What you should do
From the first line of the material through the line containing "translate:-50% -50%; white-space:nowrap;", restate everything word for word and nothing more.

□ □ □ □ □ □ □

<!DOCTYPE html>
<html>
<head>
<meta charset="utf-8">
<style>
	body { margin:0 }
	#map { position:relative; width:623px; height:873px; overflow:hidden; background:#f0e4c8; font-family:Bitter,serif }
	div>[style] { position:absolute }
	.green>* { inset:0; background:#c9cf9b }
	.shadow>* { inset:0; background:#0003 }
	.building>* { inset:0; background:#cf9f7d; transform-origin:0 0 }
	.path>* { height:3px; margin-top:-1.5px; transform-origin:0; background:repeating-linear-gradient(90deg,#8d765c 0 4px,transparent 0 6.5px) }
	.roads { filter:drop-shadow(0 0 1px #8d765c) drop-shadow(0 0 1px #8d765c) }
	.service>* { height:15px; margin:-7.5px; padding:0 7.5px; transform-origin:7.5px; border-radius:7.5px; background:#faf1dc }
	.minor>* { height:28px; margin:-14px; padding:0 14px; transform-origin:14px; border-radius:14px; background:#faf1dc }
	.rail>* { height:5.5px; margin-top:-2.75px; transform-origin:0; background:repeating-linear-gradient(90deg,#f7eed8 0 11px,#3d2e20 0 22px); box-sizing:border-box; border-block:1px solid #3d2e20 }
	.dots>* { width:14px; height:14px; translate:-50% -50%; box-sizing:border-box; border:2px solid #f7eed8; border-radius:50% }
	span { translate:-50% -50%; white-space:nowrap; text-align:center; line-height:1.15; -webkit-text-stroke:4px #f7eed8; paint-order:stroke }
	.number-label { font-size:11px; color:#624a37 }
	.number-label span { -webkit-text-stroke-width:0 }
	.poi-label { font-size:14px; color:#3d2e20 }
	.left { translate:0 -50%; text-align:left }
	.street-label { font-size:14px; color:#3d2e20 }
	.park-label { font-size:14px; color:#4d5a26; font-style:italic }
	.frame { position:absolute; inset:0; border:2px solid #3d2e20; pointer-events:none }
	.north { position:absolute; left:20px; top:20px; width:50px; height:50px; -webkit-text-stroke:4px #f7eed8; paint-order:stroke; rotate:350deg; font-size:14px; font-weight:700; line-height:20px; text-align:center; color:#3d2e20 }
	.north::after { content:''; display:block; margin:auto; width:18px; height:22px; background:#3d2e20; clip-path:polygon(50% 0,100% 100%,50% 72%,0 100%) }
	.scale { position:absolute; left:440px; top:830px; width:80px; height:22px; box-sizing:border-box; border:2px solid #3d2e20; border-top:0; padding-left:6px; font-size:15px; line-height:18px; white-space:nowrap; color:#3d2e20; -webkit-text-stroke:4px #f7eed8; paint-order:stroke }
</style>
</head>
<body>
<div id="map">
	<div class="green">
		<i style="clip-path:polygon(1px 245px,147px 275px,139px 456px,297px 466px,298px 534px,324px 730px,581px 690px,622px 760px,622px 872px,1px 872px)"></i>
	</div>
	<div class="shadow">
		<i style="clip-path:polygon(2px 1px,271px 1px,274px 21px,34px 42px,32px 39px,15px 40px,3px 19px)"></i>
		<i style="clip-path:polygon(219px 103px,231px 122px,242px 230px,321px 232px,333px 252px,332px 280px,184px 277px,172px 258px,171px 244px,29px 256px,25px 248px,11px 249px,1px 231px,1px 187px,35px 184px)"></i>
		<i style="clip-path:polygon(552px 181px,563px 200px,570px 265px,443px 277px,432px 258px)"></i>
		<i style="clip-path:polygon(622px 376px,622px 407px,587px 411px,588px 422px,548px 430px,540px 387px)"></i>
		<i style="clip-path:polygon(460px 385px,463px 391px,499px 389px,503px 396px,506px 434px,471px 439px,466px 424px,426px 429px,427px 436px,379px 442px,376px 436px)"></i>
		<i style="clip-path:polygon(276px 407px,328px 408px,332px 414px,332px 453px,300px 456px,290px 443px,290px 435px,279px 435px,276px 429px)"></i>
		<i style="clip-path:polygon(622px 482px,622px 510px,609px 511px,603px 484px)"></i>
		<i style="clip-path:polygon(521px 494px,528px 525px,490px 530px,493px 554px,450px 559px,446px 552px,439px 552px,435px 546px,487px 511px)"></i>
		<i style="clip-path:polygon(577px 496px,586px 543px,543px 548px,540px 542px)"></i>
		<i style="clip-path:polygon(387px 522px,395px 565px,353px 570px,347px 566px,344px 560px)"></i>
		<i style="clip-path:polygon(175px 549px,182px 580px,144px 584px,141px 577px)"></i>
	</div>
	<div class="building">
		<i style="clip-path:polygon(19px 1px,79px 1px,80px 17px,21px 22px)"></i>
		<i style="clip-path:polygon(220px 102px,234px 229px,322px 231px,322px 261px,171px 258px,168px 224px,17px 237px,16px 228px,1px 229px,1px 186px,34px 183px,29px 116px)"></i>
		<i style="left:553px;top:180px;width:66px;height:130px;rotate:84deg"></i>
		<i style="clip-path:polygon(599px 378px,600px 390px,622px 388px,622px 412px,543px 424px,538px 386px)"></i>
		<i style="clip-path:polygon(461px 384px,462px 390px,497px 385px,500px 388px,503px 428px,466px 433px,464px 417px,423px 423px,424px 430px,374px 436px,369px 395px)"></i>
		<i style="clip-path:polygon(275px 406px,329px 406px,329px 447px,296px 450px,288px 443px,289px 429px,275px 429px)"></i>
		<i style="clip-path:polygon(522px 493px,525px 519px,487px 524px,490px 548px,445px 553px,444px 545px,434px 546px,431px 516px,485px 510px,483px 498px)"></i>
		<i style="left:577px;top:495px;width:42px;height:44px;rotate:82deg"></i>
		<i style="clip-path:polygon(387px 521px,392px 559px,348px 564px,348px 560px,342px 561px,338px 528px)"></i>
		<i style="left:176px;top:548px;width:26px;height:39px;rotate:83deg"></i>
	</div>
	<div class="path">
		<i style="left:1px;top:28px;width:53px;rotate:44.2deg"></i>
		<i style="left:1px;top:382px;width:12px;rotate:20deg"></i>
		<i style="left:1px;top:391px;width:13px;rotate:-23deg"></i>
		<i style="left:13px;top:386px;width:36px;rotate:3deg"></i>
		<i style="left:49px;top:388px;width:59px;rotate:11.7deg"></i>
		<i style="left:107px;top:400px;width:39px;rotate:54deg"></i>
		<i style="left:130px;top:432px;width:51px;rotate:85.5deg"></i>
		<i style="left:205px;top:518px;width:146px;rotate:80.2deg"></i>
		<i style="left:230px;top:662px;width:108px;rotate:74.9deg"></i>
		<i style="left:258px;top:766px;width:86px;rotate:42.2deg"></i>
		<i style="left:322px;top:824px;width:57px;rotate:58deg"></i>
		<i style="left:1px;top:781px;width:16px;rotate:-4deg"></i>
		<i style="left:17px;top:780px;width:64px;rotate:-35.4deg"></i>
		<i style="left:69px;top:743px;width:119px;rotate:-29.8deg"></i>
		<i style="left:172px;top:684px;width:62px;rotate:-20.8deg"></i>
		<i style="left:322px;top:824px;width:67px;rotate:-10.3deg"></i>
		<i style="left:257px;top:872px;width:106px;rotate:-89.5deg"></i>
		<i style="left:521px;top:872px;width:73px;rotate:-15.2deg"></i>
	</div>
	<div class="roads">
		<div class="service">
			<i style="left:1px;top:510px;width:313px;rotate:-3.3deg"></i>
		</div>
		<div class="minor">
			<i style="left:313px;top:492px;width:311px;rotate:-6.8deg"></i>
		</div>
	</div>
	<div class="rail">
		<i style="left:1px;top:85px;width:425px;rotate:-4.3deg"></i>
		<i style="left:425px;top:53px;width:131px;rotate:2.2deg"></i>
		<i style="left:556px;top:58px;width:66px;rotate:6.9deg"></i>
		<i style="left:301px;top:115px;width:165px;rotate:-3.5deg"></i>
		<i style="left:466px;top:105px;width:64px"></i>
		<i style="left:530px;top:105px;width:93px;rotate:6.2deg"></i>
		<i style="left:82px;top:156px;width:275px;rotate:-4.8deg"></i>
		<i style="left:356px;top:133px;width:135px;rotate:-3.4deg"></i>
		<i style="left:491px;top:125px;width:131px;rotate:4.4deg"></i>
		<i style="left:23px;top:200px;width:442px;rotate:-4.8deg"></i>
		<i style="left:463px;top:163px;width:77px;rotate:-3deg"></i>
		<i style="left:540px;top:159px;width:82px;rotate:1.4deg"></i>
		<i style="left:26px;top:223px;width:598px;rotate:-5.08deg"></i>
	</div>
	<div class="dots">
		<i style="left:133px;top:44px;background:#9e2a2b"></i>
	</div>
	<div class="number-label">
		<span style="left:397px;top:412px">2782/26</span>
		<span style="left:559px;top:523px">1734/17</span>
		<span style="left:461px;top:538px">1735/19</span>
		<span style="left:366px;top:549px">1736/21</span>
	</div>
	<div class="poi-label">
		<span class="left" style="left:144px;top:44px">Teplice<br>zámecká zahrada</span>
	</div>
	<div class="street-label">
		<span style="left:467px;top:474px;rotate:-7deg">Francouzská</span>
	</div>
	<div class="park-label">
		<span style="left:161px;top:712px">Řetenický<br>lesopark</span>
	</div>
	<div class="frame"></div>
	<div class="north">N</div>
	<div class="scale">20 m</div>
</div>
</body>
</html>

□ □ □ □ □ □ □

Exercise solution
<!DOCTYPE html>
<html>
<head>
<meta charset="utf-8">
<style>
	body { margin:0 }
	#map { position:relative; width:623px; height:873px; overflow:hidden; background:#f0e4c8; font-family:Bitter,serif }
	div>[style] { position:absolute }
	.green>* { inset:0; background:#c9cf9b }
	.shadow>* { inset:0; background:#0003 }
	.building>* { inset:0; background:#cf9f7d; transform-origin:0 0 }
	.path>* { height:3px; margin-top:-1.5px; transform-origin:0; background:repeating-linear-gradient(90deg,#8d765c 0 4px,transparent 0 6.5px) }
	.roads { filter:drop-shadow(0 0 1px #8d765c) drop-shadow(0 0 1px #8d765c) }
	.service>* { height:15px; margin:-7.5px; padding:0 7.5px; transform-origin:7.5px; border-radius:7.5px; background:#faf1dc }
	.minor>* { height:28px; margin:-14px; padding:0 14px; transform-origin:14px; border-radius:14px; background:#faf1dc }
	.rail>* { height:5.5px; margin-top:-2.75px; transform-origin:0; background:repeating-linear-gradient(90deg,#f7eed8 0 11px,#3d2e20 0 22px); box-sizing:border-box; border-block:1px solid #3d2e20 }
	.dots>* { width:14px; height:14px; translate:-50% -50%; box-sizing:border-box; border:2px solid #f7eed8; border-radius:50% }
	span { translate:-50% -50%; white-space:nowrap; text-align:center; line-height:1.15; -webkit-text-stroke:4px #f7eed8; paint-order:stroke }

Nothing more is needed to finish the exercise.